To make that work properly, a full automatic reading system, from document classification and localization to text reading and verification, is required. Even that this problem has been widely studied and much progress have been made for some alphabet such as latin, reading arabic documents still far from being resolved. It is true that many steps of document reading system are generic and could be directly applied on arabic documents without much difficulty. Nevertheless, the text recognition (aka OCR) is language-dependent and applying, for example, latin OCR to arabic alphabet is not straightforward.

In this paper we focus on arabic text recognition in identity documents. We will present a deep learning based OCR that takes into account the arabic text specifities and the complexity of the identity document background.

2 Related Works

Optical character recognition (OCR) goal is to extract text contained in images (scanned documents or photos taken by a camera) and represent them with a standard encoding like ASCII. OCR systems are usually composed of text detection and recognition steps organized sequentially in most cases. The first step aims at locating text in the input images (scanned documents or photos taken by cameras). Every detected text is then used as an input to the text recognition step.

Most text recognition approaches use a segmentation-based transcription where the input image (containing text blocks) is segmented into text lines, then into words or patches and finally into characters. Many works were focusing on the segmentation task like [8, 17] which are based on peaks detection.

Some other methods perform the transcription at word or sentence level.
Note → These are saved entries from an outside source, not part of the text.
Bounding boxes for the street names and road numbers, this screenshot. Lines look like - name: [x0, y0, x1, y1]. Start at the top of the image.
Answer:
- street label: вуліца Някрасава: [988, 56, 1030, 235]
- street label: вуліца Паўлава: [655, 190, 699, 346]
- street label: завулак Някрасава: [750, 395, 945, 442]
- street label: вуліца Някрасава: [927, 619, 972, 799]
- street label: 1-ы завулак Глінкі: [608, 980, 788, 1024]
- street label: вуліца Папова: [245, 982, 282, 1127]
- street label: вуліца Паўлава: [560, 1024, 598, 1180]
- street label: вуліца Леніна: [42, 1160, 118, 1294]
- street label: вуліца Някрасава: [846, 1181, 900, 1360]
A text line is segmented into words using Hidden Markow Models (HMM) or Artificial Neural Network (ANN) models. The most recent approaches use Recurrent Neural Network (RNN) with Connectionist Temporal Classification (CTC) (also called sequence learning) [11] [15].

In [16], Yousfi et al. presented an Arabic video text recognition system. Features have been extracted from the input images using deep Belief networks and multi layer perceptron. A BLSTM network was used to map the sequence to characters, followed by a CTC output layer. In [4], the authors use a multi-dimensionnal LSTM and apply a dropout operation on its first layer. Their system was tested on the OpenHaRT (145.000 Arabic handwritten text) with an accuracy of \(90.1\%\).
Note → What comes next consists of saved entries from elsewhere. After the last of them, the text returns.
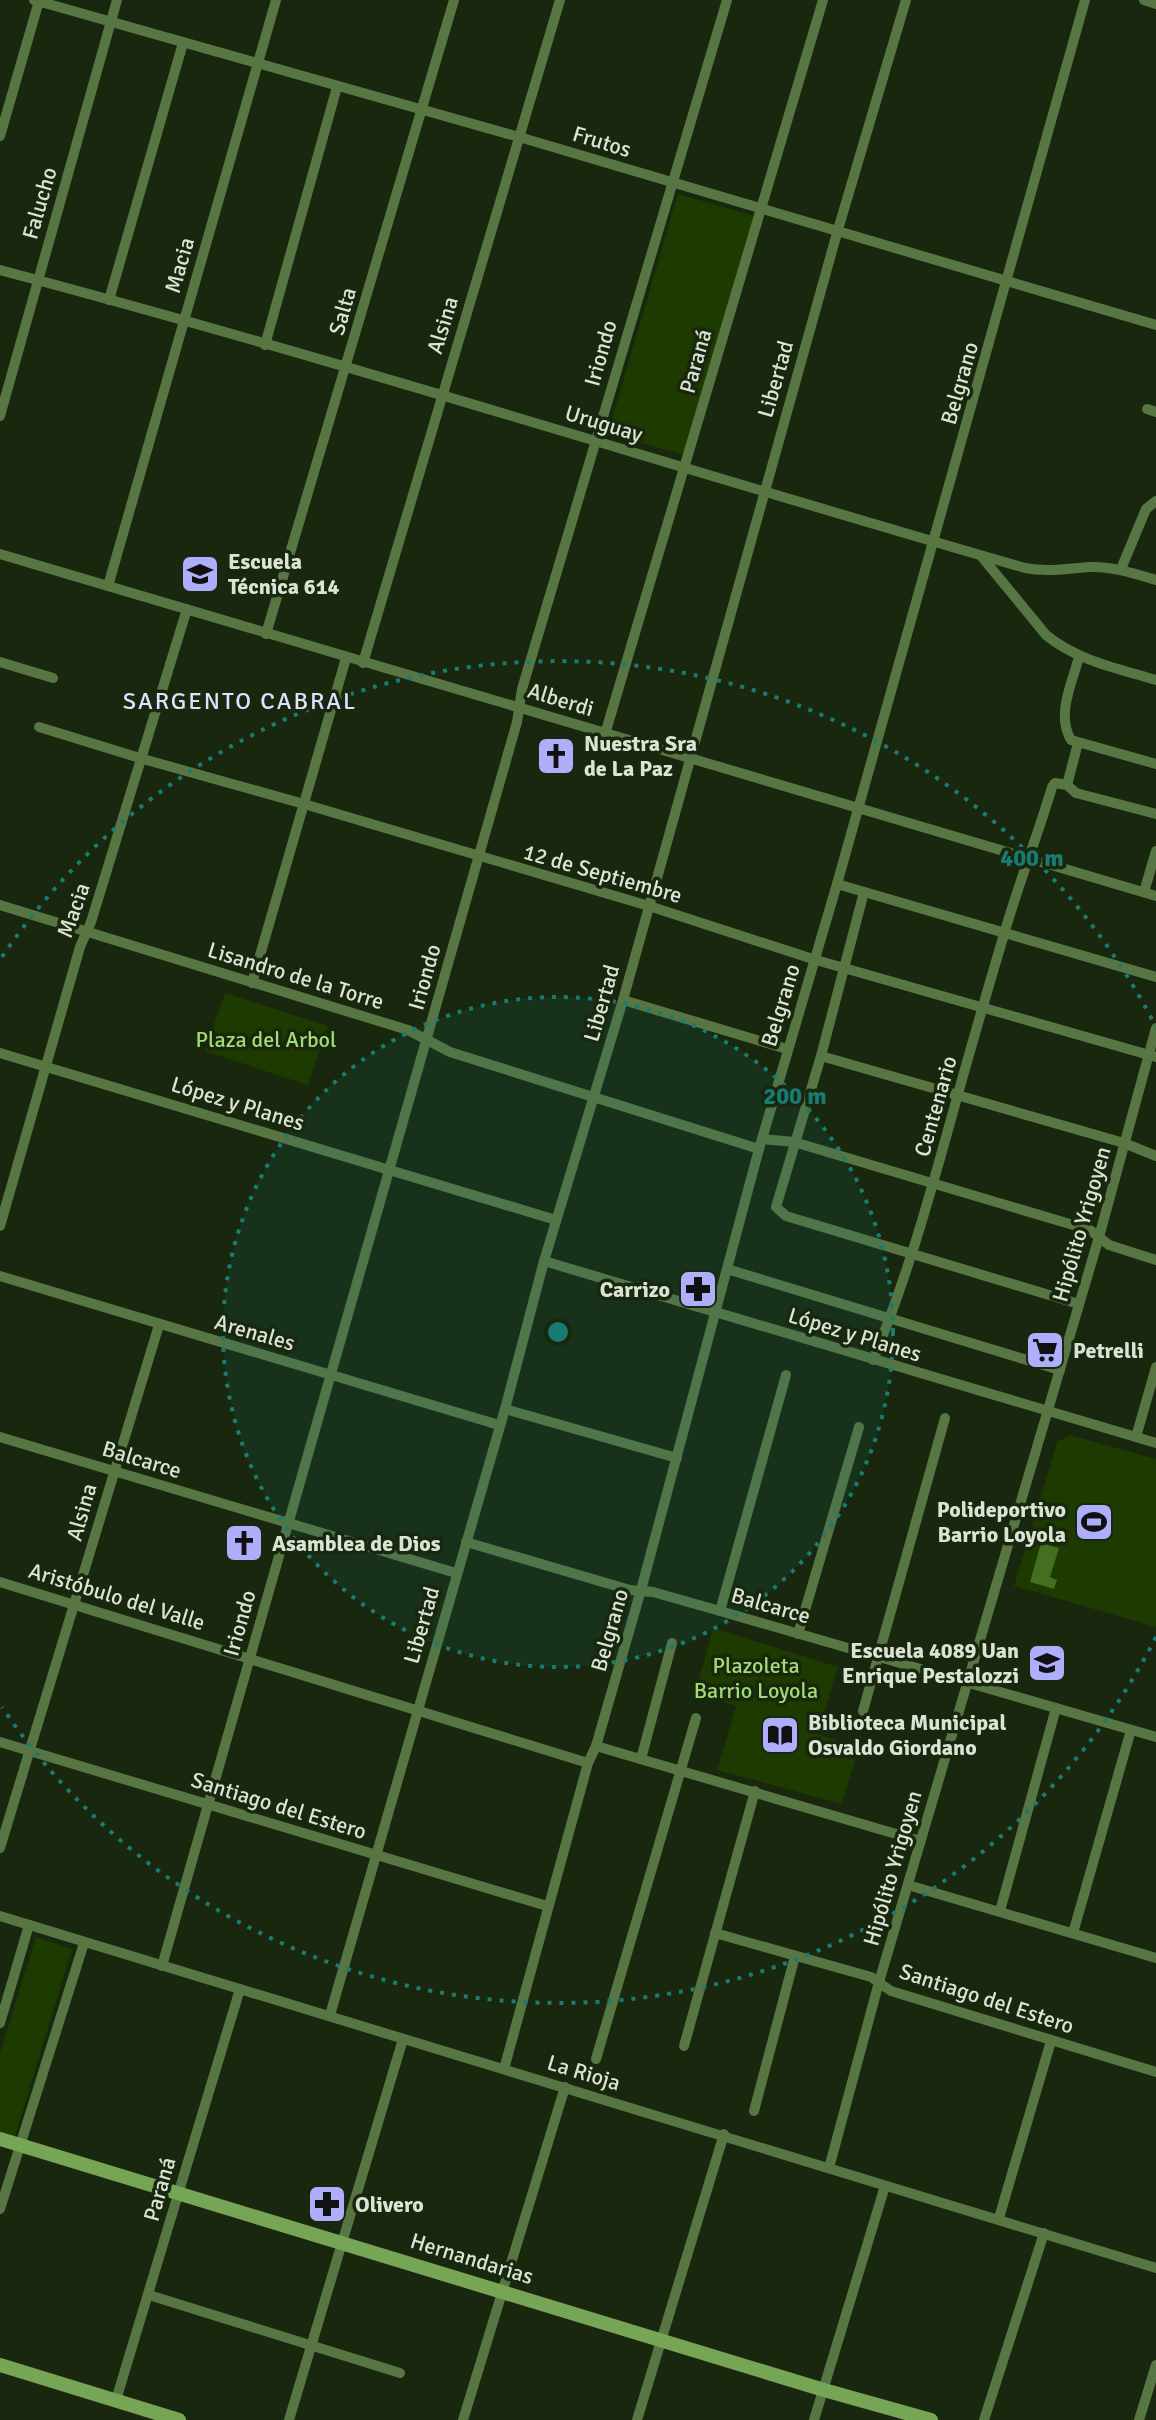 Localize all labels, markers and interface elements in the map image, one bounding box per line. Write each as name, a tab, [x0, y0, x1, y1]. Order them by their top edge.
street label: Frutos	[569, 120, 634, 163]
street label: Falucho	[16, 164, 63, 242]
street label: Macia	[159, 234, 200, 296]
street label: Salta	[323, 284, 362, 338]
street label: Alsina	[421, 293, 464, 357]
street label: Iriondo	[578, 317, 623, 389]
street label: Paraná	[673, 326, 717, 396]
street label: Libertad	[752, 338, 799, 421]
street label: Belgrano	[935, 339, 984, 428]
street label: Uruguay	[562, 399, 647, 448]
place label: Escuela Técnica 614	[228, 548, 340, 600]
school or university icon: Escuela Técnica 614	[179, 553, 221, 595]
street label: Alberdi	[525, 677, 597, 722]
district label: SARGENTO CABRAL	[123, 686, 357, 716]
place label: Nuestra Sra de La Paz	[584, 730, 697, 782]
church icon: Nuestra Sra de La Paz	[535, 735, 577, 777]
street label: 12 de Septiembre	[520, 838, 685, 909]
text: 400 m	[1000, 843, 1064, 873]
street label: Macia	[51, 879, 96, 941]
street label: Lisandro de la Torre	[205, 936, 387, 1015]
street label: Iriondo	[402, 941, 447, 1013]
street label: Belgrano	[755, 961, 806, 1050]
street label: Libertad	[578, 962, 625, 1045]
park label: Plaza del Arbol	[196, 1026, 336, 1053]
street label: Centenario	[908, 1053, 963, 1160]
street label: López y Planes	[168, 1070, 308, 1137]
text: 200 m	[763, 1081, 827, 1111]
street label: Hipólito Yrigoyen	[1046, 1143, 1117, 1305]
pharmacy icon: Carrizo	[677, 1268, 719, 1310]
place label: Carrizo	[600, 1276, 670, 1303]
street label: López y Planes	[785, 1301, 925, 1368]
street label: Arenales	[212, 1308, 298, 1357]
centre of rings	[544, 1318, 572, 1346]
supermarket icon: Petrelli	[1024, 1329, 1066, 1371]
place label: Petrelli	[1073, 1337, 1144, 1364]
street label: Balcarce	[99, 1435, 185, 1484]
street label: Alsina	[60, 1480, 103, 1544]
place label: Polideportivo Barrio Loyola	[937, 1496, 1066, 1548]
sports icon: Polideportivo Barrio Loyola	[1073, 1501, 1115, 1543]
church icon: Asamblea de Dios	[223, 1522, 265, 1564]
place label: Asamblea de Dios	[272, 1530, 441, 1557]
street label: Aristóbulo del Valle	[25, 1557, 208, 1636]
street label: Balcarce	[728, 1581, 814, 1630]
street label: Libertad	[398, 1584, 445, 1667]
street label: Belgrano	[585, 1586, 634, 1675]
street label: Iriondo	[217, 1587, 262, 1659]
place label: Escuela 4089 Uan Enrique Pestalozzi	[842, 1637, 1019, 1689]
school or university icon: Escuela 4089 Uan Enrique Pestalozzi	[1026, 1642, 1068, 1684]
park label: Plazoleta Barrio Loyola	[694, 1652, 818, 1704]
place label: Biblioteca Municipal Osvaldo Giordano	[808, 1709, 1006, 1761]
library icon: Biblioteca Municipal Osvaldo Giordano	[759, 1714, 801, 1756]
street label: Santiago del Estero	[188, 1766, 370, 1845]
street label: Hipólito Yrigoyen	[857, 1787, 928, 1949]
street label: Santiago del Estero	[896, 1958, 1077, 2039]
street label: La Rioja	[544, 2049, 624, 2096]
street label: Paraná	[137, 2154, 181, 2224]
pharmacy icon: Olivero	[306, 2183, 348, 2225]
place label: Olivero	[355, 2191, 424, 2218]
street label: Hernandarias	[407, 2227, 537, 2290]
A combination of CNN and GRU (Gated Recurrent Unit, which is a type of RNN architecture) was used by [14] to recognize Arabic license plates numbers without segmentation. The system achieved an accuracy of \(90\%\). A Similar approach was proposed in [12] where the authors built an end-to-end deep CNN - RNN model to solve the text-based CAPTCHA images with distortion, rotation and noisy background. This model achieved \(99\%\) accuracy but on a fully generated data set.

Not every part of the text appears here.